§ AVAILABLE DATA
'''
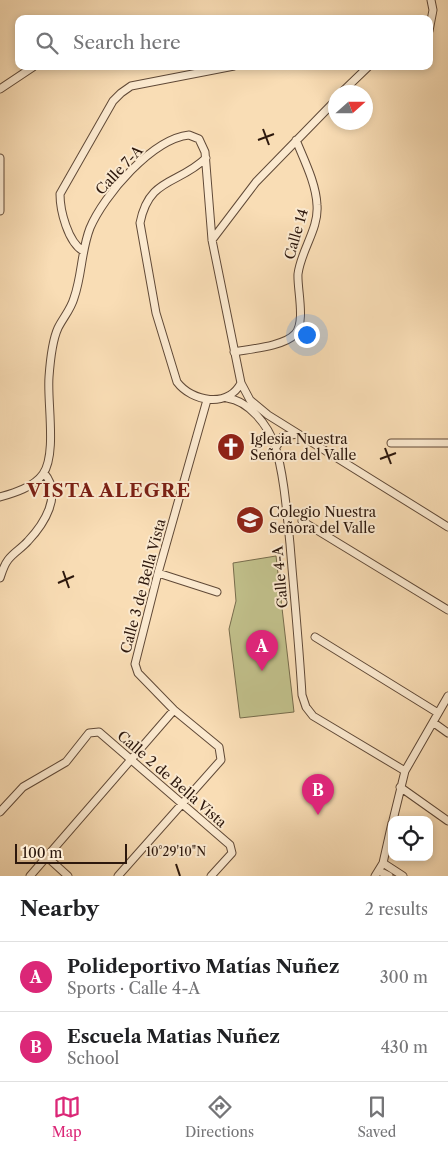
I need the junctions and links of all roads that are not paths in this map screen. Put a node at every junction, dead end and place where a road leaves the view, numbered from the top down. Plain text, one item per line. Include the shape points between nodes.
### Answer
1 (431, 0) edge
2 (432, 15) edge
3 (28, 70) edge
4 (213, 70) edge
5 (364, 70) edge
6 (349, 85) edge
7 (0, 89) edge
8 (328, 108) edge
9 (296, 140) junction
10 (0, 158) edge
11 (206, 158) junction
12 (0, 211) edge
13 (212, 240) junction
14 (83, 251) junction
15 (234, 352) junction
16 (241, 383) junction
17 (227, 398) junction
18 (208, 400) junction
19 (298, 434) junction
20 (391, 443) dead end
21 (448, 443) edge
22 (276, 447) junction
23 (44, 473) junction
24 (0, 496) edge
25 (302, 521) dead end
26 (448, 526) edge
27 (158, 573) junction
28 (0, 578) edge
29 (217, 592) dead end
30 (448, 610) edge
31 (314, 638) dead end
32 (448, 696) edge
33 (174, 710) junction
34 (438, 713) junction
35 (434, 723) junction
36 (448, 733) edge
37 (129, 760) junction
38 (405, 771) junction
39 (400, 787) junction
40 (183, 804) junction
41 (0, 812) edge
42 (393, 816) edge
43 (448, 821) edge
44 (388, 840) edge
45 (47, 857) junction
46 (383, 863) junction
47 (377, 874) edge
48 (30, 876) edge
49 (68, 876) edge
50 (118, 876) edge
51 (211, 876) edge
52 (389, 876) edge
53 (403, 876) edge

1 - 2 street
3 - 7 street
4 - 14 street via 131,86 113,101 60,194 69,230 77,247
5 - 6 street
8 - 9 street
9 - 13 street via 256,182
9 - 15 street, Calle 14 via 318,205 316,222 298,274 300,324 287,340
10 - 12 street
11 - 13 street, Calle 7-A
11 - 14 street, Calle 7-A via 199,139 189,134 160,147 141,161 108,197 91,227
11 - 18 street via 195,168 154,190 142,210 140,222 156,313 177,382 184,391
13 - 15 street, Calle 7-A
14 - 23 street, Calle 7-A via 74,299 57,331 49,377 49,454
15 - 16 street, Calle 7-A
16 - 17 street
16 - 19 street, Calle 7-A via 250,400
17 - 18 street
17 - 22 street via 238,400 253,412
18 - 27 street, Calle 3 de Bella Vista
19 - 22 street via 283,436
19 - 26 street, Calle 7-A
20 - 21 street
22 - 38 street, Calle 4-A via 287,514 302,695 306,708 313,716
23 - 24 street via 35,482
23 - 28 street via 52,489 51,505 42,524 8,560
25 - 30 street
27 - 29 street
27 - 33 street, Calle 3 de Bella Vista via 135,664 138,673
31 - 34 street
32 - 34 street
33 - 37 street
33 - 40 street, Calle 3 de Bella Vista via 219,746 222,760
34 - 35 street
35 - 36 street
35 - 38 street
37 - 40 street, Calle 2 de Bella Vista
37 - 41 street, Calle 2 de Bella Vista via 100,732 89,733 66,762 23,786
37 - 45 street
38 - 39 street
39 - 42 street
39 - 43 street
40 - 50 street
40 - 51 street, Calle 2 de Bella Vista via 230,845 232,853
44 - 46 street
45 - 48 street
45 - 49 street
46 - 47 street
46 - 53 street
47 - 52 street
'''
'''
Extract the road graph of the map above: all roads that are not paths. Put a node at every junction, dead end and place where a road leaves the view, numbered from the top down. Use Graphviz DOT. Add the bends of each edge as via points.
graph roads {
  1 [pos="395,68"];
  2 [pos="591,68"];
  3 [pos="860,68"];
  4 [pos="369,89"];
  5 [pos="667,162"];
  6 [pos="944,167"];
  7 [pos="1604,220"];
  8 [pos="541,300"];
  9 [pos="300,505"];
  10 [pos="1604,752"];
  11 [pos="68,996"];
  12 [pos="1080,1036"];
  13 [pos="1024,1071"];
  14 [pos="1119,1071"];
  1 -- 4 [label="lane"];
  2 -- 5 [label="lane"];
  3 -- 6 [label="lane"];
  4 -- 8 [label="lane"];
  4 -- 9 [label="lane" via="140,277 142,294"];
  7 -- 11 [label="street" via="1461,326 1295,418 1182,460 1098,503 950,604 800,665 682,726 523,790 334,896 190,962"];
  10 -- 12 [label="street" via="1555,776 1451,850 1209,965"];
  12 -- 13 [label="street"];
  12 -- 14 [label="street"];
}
'''
'''
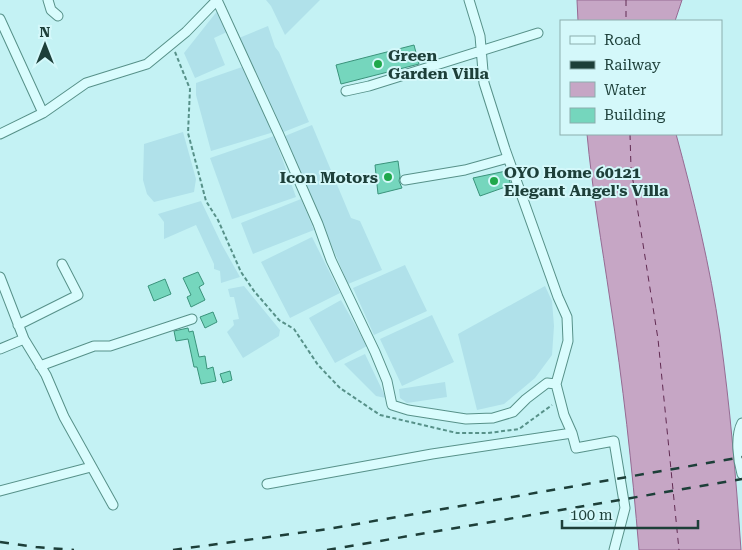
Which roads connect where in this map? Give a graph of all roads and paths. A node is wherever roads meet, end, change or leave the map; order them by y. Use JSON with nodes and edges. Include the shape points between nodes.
'''
§ WORK TASK
Reproduce every line of the material above that has the string "between".

§ ANSWER TO THE PROBLEM
I need the junctions and links of all roads that are not paths in this map screen. Put a node at every junction, dead end and place where a road leaves the view, numbered from the top down. Plain text, one item per line. Include the shape points between nodes.
Which roads connect where in this map? Give a graph of all roads and paths. A node is wherever roads meet, end, change or leave the map; order them by y. Use JSON with nodes and edges. Include the shape points between nodes.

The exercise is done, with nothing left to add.